Google “Ubik” and they’re the second entry on the second page (the 13th hit)—not bad for sharing thier name with the title of a Philip K. Dick novel.
How they settled on “Ubik” is a long story, according to rhythm bassist Joel Fletcher. Many moons ago, before they had settled on a name, lead bassist Eric Charles was reading another Dick novel that included something called a “Rictus.” During a practice, the band were close to settling on Rictus as their moniker, but they wanted to sit on it for a week before making a final decision. This was a good idea—during that week they made a disappointing discovery.
“Every 2-bit Casio player or high school goth band or boring new age hippy rock trio had already plastered the internet with their own ‘Rictus’ band,” Joel said. When the week was over, Eric was onto another novel by Dick—Ubik. In keeping with the theme of an item from a Dick novel, they went out on a limb and settled on Ubik. The rest is history.
Full disclosure: I played with Joel in Born Without Blood, and we’re good friends. That didn’t, however, influence my growing infatuation with this band’s performance as it unfolded. In look, sound, and concept, they’ve got their game down, and they know how to entertain.
Plus they have a really energetic and charismatic singer in Michelle Pannell. When the show started she was immediately in character, pacing back and forth furiously, staring at the stage floor, ranting. Just ranting. Pointing and wagging her finger at the images in her mind, clenching the mic. Her vocal performance stretched the gamut from sweetly-sang, clear, elongated tones from the belly, to quick-fired bursts of word after spoken-ish word, to screams of absolute savagery.
Their drummer, Tyler Griffith, was a perfect, funky metronome. His style reminded me a little of Deftones’ Abe Cunningham. Griffith is a short, buff, skinny dude with shaved blonde hair and a lip ring. He played shirtless in true rock form. Definitely got a hip-hop sensibility about him. He kept time really well—especially during my very favorite part, at the end of the set, when they started to gradually slow down from fast punk music to drudgingly slow doom. It was so awesome.

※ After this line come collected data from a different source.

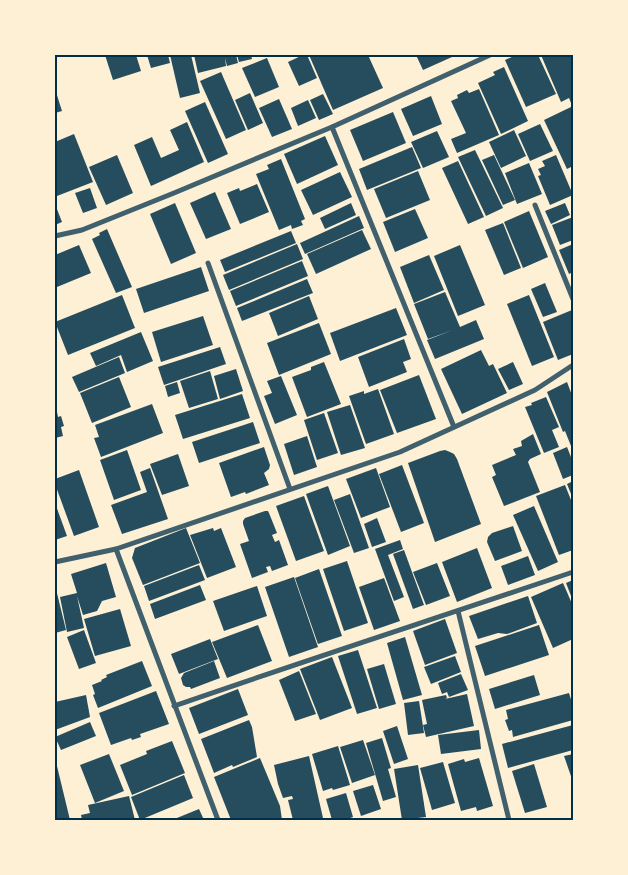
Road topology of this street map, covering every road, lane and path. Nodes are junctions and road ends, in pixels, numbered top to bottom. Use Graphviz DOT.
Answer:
graph roads {
  1 [pos="490,55"];
  2 [pos="332,127"];
  3 [pos="535,205"];
  4 [pos="55,236"];
  5 [pos="208,263"];
  6 [pos="573,300"];
  7 [pos="573,366"];
  8 [pos="454,427"];
  9 [pos="290,489"];
  10 [pos="116,549"];
  11 [pos="55,562"];
  12 [pos="573,572"];
  13 [pos="458,611"];
  14 [pos="174,706"];
  15 [pos="218,820"];
  16 [pos="509,820"];
  1 -- 2 [label="street"];
  2 -- 4 [label="street"];
  2 -- 8 [label="street"];
  3 -- 6 [label="street"];
  5 -- 9 [label="street"];
  7 -- 8 [label="street"];
  8 -- 9 [label="street"];
  9 -- 10 [label="street"];
  10 -- 11 [label="street"];
  10 -- 14 [label="street"];
  12 -- 13 [label="street"];
  13 -- 14 [label="street"];
  13 -- 16 [label="street"];
  14 -- 15 [label="street"];
}
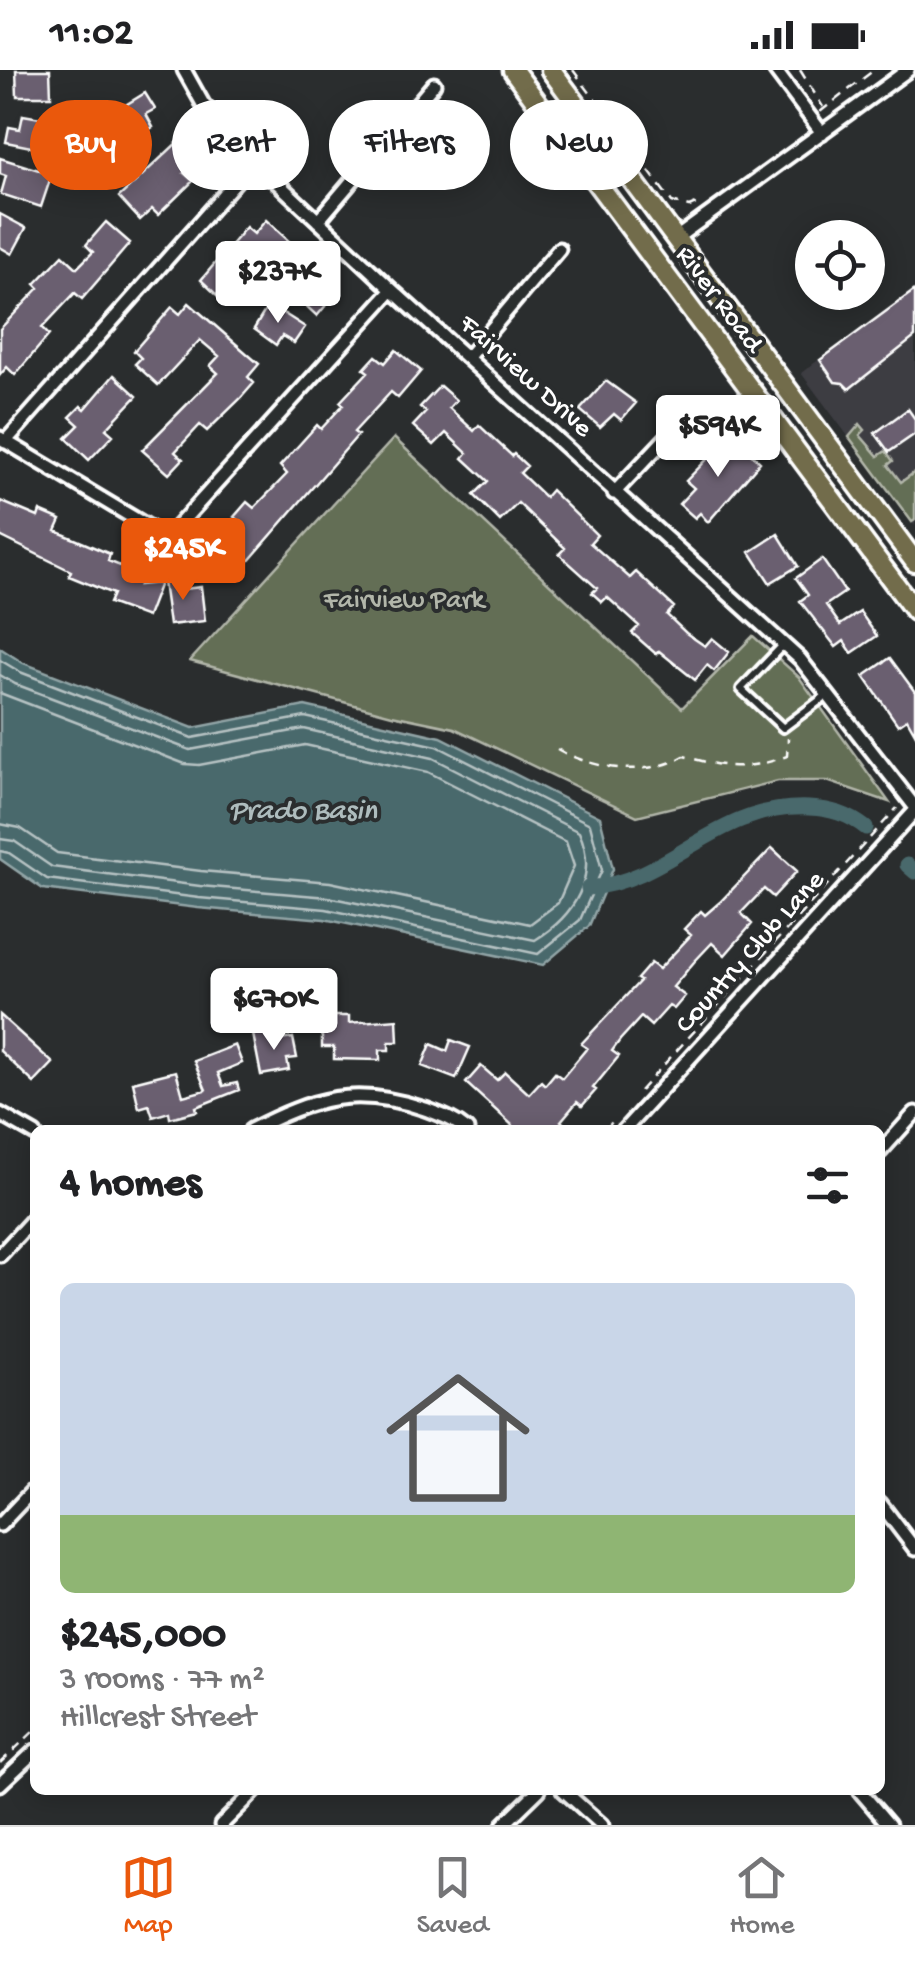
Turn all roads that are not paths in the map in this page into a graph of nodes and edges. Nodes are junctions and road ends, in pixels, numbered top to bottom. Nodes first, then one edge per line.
1 (184, 70) edge
2 (513, 70) edge
3 (550, 70) edge
4 (775, 70) edge
5 (908, 70) edge
6 (434, 84) dead end
7 (201, 100) edge
8 (822, 133) junction
9 (228, 190) edge
10 (285, 190) edge
11 (318, 221) junction
12 (675, 239) junction
13 (559, 249) dead end
14 (392, 290) junction
15 (468, 358) junction
16 (687, 416) dead end
17 (2, 440) edge
18 (614, 493) junction
19 (915, 562) edge
20 (915, 611) edge
21 (784, 644) junction
22 (827, 695) junction
23 (912, 805) edge
24 (915, 1112) edge
25 (0, 1114) edge
26 (261, 1125) edge
27 (462, 1125) edge
28 (628, 1125) edge
29 (30, 1131) edge
30 (885, 1146) edge
31 (30, 1222) edge
32 (0, 1255) edge
33 (30, 1493) edge
34 (885, 1510) edge
35 (0, 1525) edge
36 (915, 1549) edge
37 (30, 1756) edge
38 (0, 1784) edge
39 (251, 1795) edge
40 (534, 1795) edge
41 (569, 1795) edge
42 (864, 1795) edge
43 (221, 1825) edge
44 (504, 1825) edge
45 (602, 1825) edge
46 (890, 1825) edge

1 - 7 street, Fairview Drive
2 - 20 main road, River Road
3 - 12 main road, River Road
4 - 8 street
5 - 8 street
6 - 11 street
8 - 12 street
9 - 17 street
10 - 11 street, Fairview Drive
11 - 14 street, Fairview Drive
12 - 19 main road, River Road
13 - 15 street
14 - 15 street, Fairview Drive
14 - 17 street
15 - 18 street, Fairview Drive
16 - 18 street
18 - 21 street, Fairview Drive
21 - 22 street, Fairview Drive
21 - 22 lane
22 - 23 street, Fairview Drive
23 - 28 street, Country Club Lane
24 - 30 street
25 - 29 street
26 - 27 street
31 - 32 street
33 - 35 street
34 - 36 street
37 - 38 street
39 - 43 street
40 - 44 street
41 - 45 street
42 - 46 street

That was my favorite moments of the show. The band slowed the tempo, letting the bassists’ tones ring out in a very prolonged fashion and shake my entire body. Meanwhile, Michelle was screaming like a maniac into thick, wet reverb and delay, extending her rage to the heavens, while Joel, Chris and Tyler stayed tight during a consistently-slowing tempo—not an easy task for a rhythm section. It was intensely distorted, low-toned, and unrelenting. I love doom.
In case you haven’t figured it out from my vague explanation, there are no guitars in this band—just two basses. And their humans are both over six feet tall. It all works sonically because Joel plays with his big, meaty fingers, slapping and plucking those strings like a practiced caveman, producing thick tones. He’s not afraid to play chords, either.
Eric, The Mad Scientist, wearing a white UBIK lab coat and black tie at the show and sporting his approximately 15-pedal-strong board of various and sundry effects, plays his bass with a pick and turns his e.q. toward the treble end of things.
All in all, Ubik gives you a full experience. They enrich you with all kinds of sounds and images and then send you on your way. 12 out of 11 stars. Fuck yeah, Ubik. You guys rock.